Navigation :

Upgrade gateway proxies

Upgrade the minor version of your unmanaged gateway proxies in workload clusters with zero downtime. This upgrade process uses a canary upgrade model in which you run two versions of Istio simultaneously.

Istio recommends upgrading by only one minor version at a time. If you want to upgrade multiple minor versions, such as from 1.14 to 1.16, upgrade incrementally from one version to the next minor version, such as first from 1.14 to 1.15, and then from 1.15 to 1.16.

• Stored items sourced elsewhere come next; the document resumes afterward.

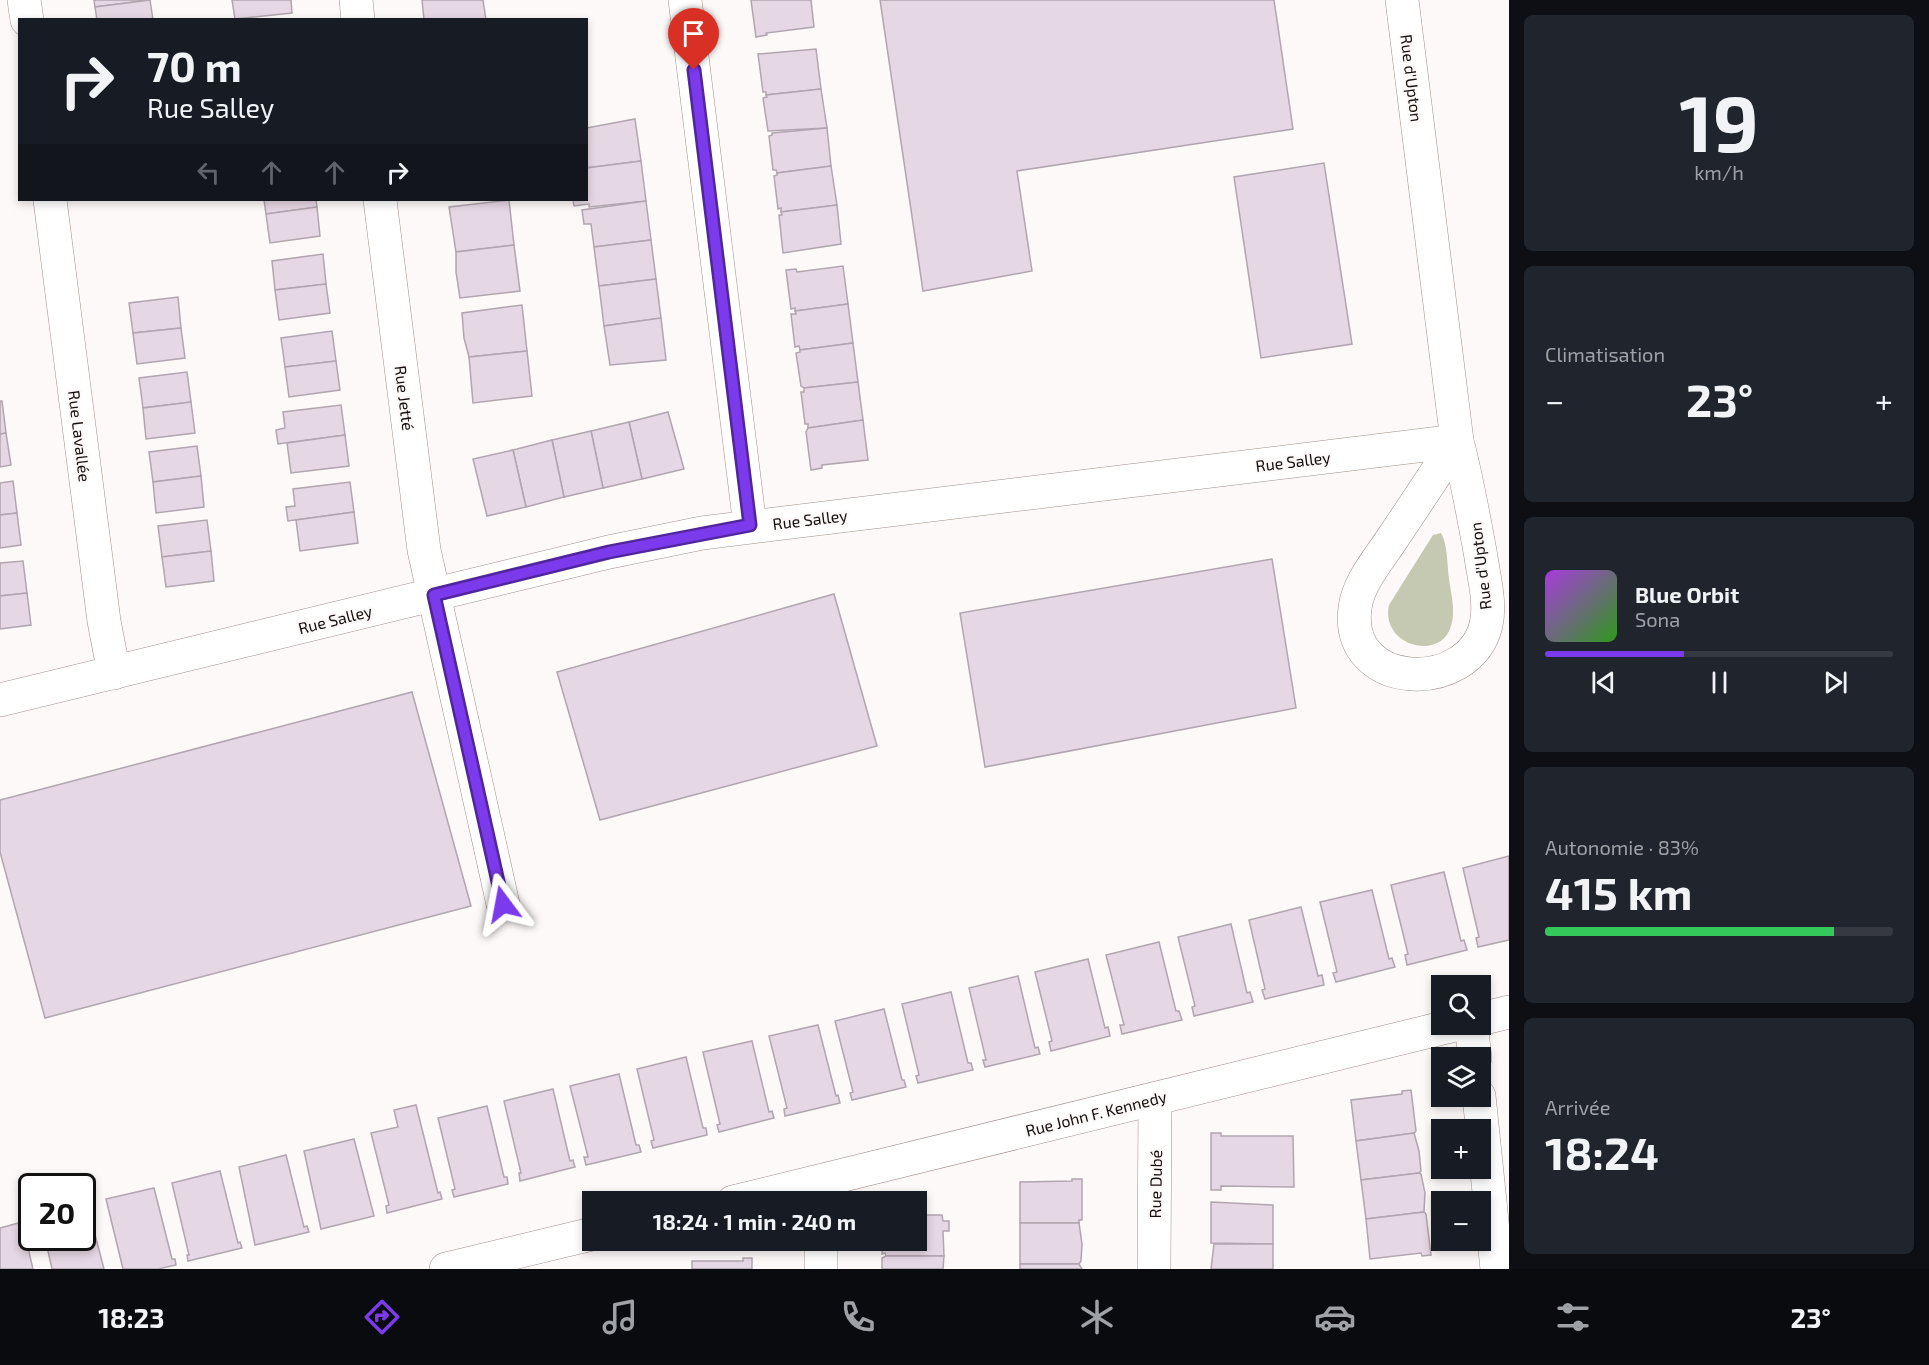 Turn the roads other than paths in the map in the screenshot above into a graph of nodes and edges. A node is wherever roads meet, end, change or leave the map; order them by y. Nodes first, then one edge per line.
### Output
1 (24, 0) edge
2 (356, 0) edge
3 (685, 0) edge
4 (1402, 0) edge
5 (27, 18) edge
6 (358, 18) edge
7 (50, 201) edge
8 (380, 201) edge
9 (1457, 441) junction
10 (750, 525) junction
11 (434, 595) junction
12 (1498, 595) edge
13 (114, 673) junction
14 (0, 700) edge
15 (503, 904) dead end
16 (1509, 1012) edge
17 (1491, 1016) edge
18 (1431, 1031) edge
19 (1155, 1099) junction
20 (1480, 1107) edge
21 (821, 1191) edge
22 (582, 1237) edge
23 (821, 1251) edge
24 (488, 1264) edge
25 (446, 1269) edge
26 (821, 1269) edge
27 (1154, 1269) edge
28 (1497, 1269) edge

1 - 5 street
2 - 6 street
3 - 10 street
4 - 9 street, Rue d'Upton
7 - 13 street, Rue Lavallée
8 - 11 street, Rue Jetté
9 - 10 street, Rue Salley
9 - 12 street, Rue d'Upton
9 - 12 street, Rue d'Upton
10 - 11 street, Rue Salley
11 - 13 street, Rue Salley
11 - 15 street, Rue Jetté
13 - 14 street, Rue Salley
16 - 17 street
18 - 19 street, Rue John F. Kennedy
19 - 21 street, Rue John F. Kennedy
19 - 27 street, Rue Dubé
20 - 28 street
22 - 24 street
23 - 26 street
24 - 25 street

The following steps upgrade the Istio architecture outlined in the Deploy Istio in production guide. This installation profile uses Istio revisions to facilitate the upgrade process, and deploys a gateway load balancer service that is not managed by Istio so that you can run multiple versions of one Istio gateway. For more information about the example resource files that are provided in the following steps, see the GitHub repository for Gloo use cases.

Step 1: Gather gateway proxy details and prepare revisions

Before you begin the upgrade process, take inventory of the Istio details and prepare for the new Istio revision.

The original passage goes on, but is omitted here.